(Collected data entries)
'''

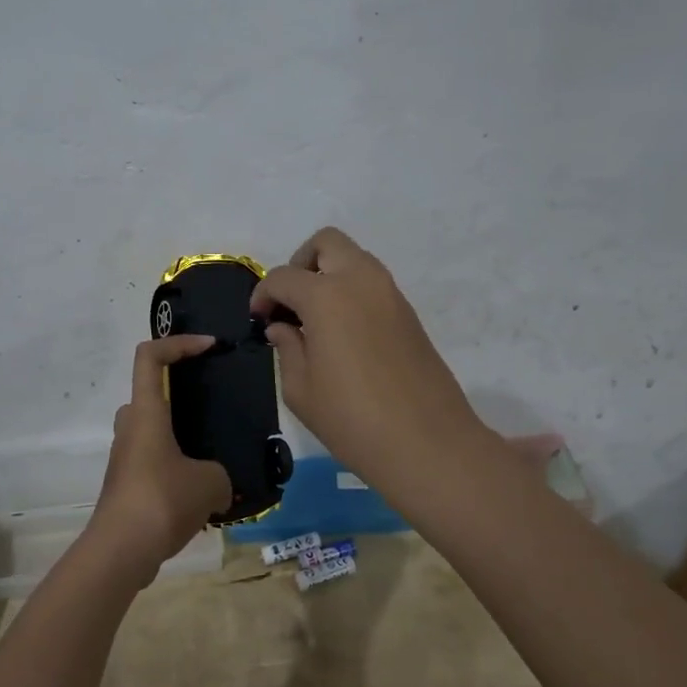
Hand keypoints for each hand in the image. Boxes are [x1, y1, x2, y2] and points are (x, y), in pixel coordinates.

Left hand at [87, 335, 231, 578]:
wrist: (120, 552)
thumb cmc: (162, 501)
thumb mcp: (211, 483)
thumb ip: (220, 475)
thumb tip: (217, 487)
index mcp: (146, 412)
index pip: (150, 356)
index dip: (178, 343)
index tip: (209, 347)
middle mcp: (130, 427)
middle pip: (150, 393)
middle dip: (181, 396)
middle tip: (214, 409)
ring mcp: (125, 458)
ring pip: (154, 432)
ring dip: (181, 438)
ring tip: (216, 456)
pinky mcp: (126, 485)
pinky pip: (154, 463)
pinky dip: (176, 468)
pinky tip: (203, 493)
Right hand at [251, 227, 486, 496]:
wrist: (428, 443)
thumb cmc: (352, 420)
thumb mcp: (301, 390)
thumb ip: (286, 348)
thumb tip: (282, 327)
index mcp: (326, 295)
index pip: (283, 277)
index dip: (263, 295)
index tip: (258, 320)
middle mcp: (360, 280)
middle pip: (326, 243)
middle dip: (301, 263)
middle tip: (291, 302)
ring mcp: (390, 293)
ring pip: (354, 259)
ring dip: (329, 275)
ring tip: (315, 319)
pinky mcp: (409, 312)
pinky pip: (372, 284)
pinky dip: (351, 292)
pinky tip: (343, 333)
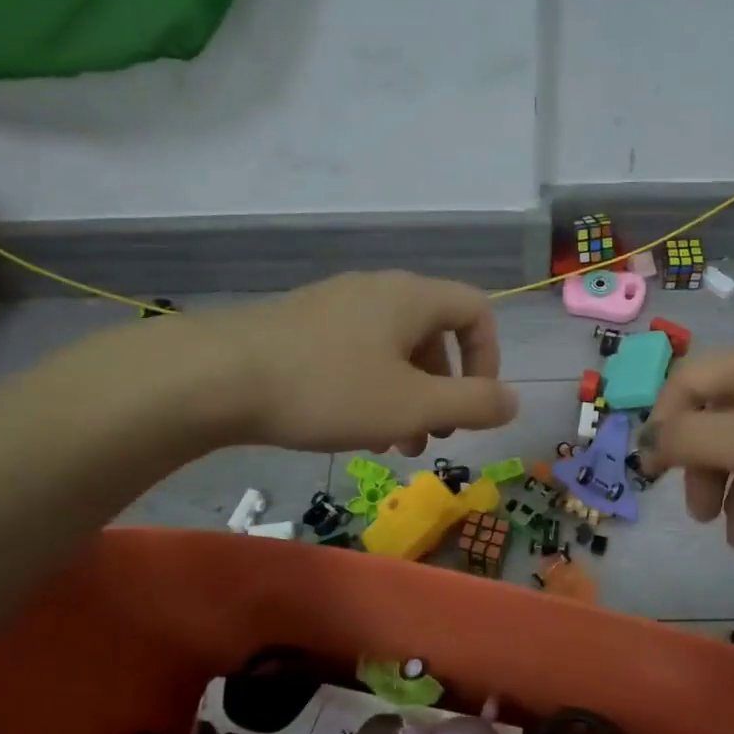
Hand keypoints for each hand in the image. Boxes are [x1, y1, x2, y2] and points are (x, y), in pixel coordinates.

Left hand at [177, 272, 519, 454]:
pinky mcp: (302, 326)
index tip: (473, 406)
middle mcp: (377, 290)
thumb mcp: (413, 405)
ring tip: (392, 444)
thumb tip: (515, 400)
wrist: (218, 377)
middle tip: (431, 435)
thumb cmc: (329, 389)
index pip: (477, 311)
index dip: (489, 359)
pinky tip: (349, 426)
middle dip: (443, 390)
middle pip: (434, 334)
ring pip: (392, 350)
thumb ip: (474, 404)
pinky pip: (356, 353)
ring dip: (406, 396)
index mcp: (412, 298)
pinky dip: (369, 388)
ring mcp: (335, 305)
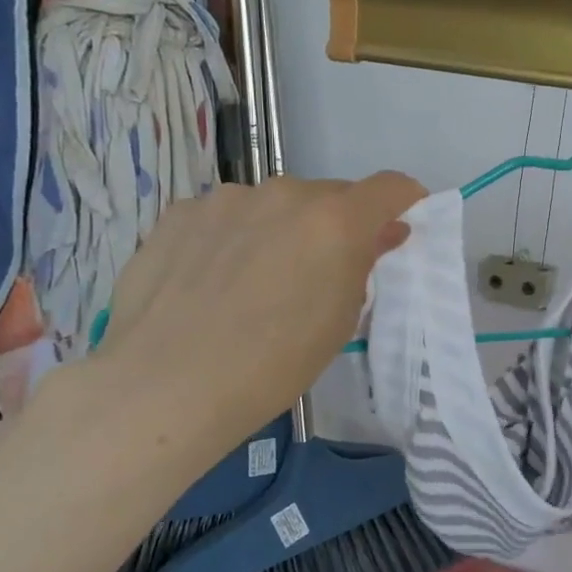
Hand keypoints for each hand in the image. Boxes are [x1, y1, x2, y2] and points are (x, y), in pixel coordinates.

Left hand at [84, 172, 424, 475]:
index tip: (400, 223)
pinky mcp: (180, 213)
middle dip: (335, 225)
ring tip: (254, 280)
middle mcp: (285, 193)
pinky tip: (210, 281)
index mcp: (335, 220)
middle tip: (319, 272)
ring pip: (273, 204)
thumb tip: (380, 233)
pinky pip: (225, 216)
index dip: (404, 200)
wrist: (166, 384)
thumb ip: (363, 264)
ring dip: (280, 228)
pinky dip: (232, 237)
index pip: (390, 187)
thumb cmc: (274, 364)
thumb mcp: (339, 320)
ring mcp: (226, 198)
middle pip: (329, 196)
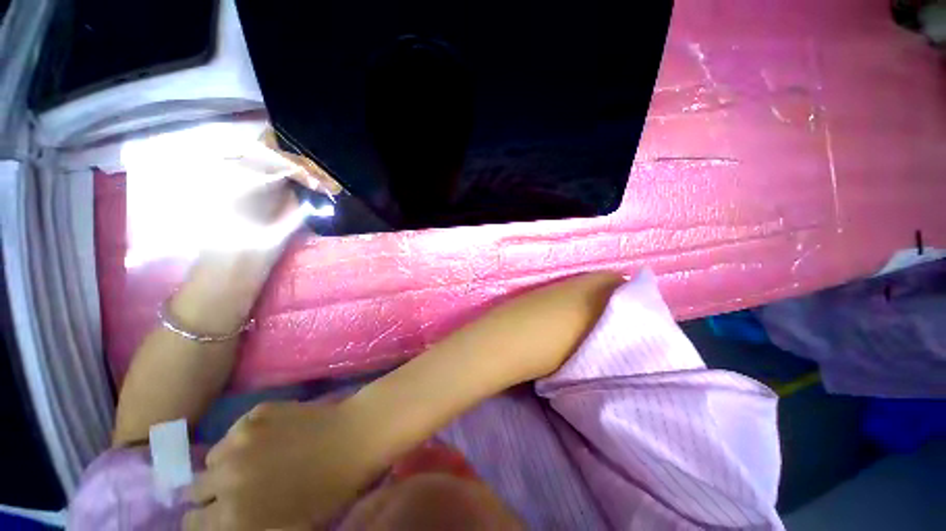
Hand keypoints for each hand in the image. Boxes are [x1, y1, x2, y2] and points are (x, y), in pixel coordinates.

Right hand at [186, 401, 382, 530]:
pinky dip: (246, 436)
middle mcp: (224, 476)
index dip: (204, 522)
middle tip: (238, 487)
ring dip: (227, 462)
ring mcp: (239, 439)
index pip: (192, 525)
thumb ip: (247, 527)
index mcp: (232, 515)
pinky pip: (236, 430)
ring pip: (214, 457)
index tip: (216, 517)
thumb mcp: (287, 527)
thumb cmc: (329, 490)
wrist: (355, 437)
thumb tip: (227, 521)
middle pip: (196, 488)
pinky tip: (273, 435)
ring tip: (257, 459)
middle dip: (212, 492)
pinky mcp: (256, 412)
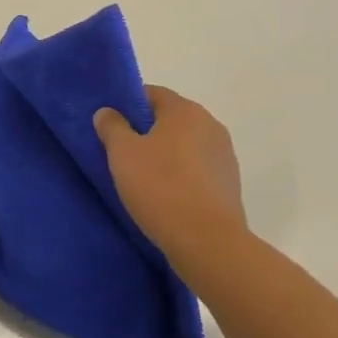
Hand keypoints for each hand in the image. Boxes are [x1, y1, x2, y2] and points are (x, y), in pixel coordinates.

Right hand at [93, 86, 246, 260]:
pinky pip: (198, 171)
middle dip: (146, 132)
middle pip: (170, 120)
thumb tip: (108, 112)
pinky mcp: (230, 185)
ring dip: (166, 156)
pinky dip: (182, 177)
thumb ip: (112, 126)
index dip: (128, 106)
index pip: (151, 94)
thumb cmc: (161, 188)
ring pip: (185, 146)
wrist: (208, 243)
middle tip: (121, 154)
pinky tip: (166, 198)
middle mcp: (211, 125)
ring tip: (143, 180)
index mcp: (186, 110)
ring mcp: (224, 156)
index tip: (111, 126)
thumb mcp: (122, 153)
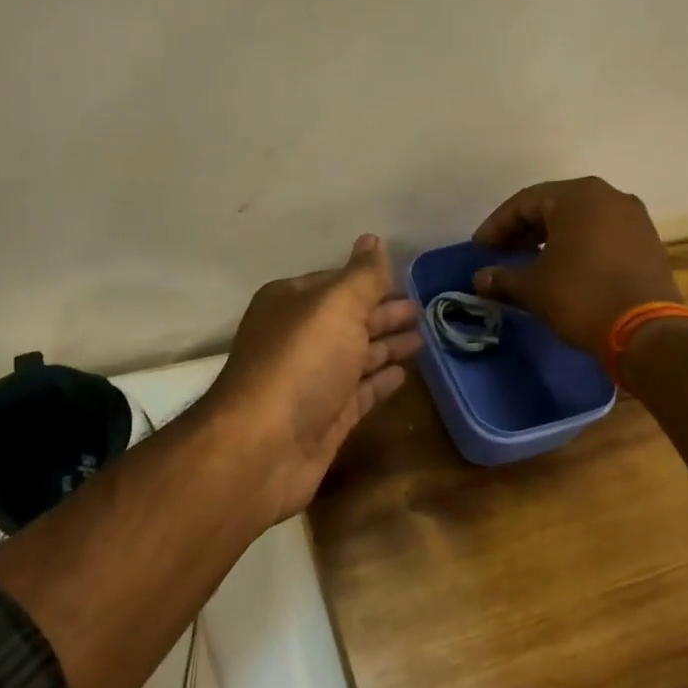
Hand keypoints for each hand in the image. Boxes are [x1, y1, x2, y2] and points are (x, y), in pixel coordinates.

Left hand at [206, 234, 421, 520]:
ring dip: (386, 346)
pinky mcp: (324, 419)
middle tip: (424, 310)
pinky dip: (380, 382)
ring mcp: (311, 381)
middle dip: (383, 314)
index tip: (408, 281)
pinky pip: (359, 393)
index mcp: (290, 303)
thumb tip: (373, 239)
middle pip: (348, 320)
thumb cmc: (301, 363)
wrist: (264, 448)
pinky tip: (404, 375)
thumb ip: (362, 276)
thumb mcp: (336, 306)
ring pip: (356, 357)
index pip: (336, 283)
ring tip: (423, 338)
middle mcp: (297, 339)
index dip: (371, 282)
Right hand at [472, 176, 678, 359]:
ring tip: (529, 261)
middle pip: (554, 206)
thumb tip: (480, 279)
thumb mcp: (533, 288)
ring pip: (580, 220)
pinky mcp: (647, 242)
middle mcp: (609, 196)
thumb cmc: (581, 297)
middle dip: (524, 230)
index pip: (524, 202)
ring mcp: (633, 218)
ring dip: (551, 238)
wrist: (646, 331)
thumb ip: (503, 277)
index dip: (497, 225)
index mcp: (578, 196)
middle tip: (501, 252)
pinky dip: (578, 246)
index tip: (480, 248)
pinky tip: (564, 268)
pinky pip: (602, 234)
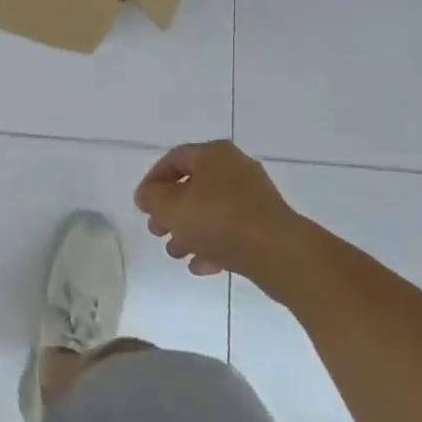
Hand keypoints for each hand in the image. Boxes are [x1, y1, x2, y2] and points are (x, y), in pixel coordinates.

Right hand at [134, 140, 296, 278]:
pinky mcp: (267, 224)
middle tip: (157, 230)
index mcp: (213, 154)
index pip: (174, 159)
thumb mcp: (170, 206)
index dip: (153, 181)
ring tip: (176, 252)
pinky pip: (232, 230)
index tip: (142, 206)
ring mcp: (255, 198)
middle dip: (171, 210)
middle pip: (193, 186)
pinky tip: (200, 266)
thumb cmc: (218, 220)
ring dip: (190, 231)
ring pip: (212, 210)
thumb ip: (151, 198)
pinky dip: (213, 244)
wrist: (279, 253)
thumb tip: (148, 196)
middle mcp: (236, 169)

'''

(EXERCISE)
If a line in the entries above contains "Right", report it.

(REPLY)
Right hand at [251, 227, 486, 496]:
Right hand at [186, 401, 382, 530]:
Right hand at [93, 86, 246, 260]:
Right hand at [472, 176, 678, 359]:
Right hand at [134, 140, 296, 278]:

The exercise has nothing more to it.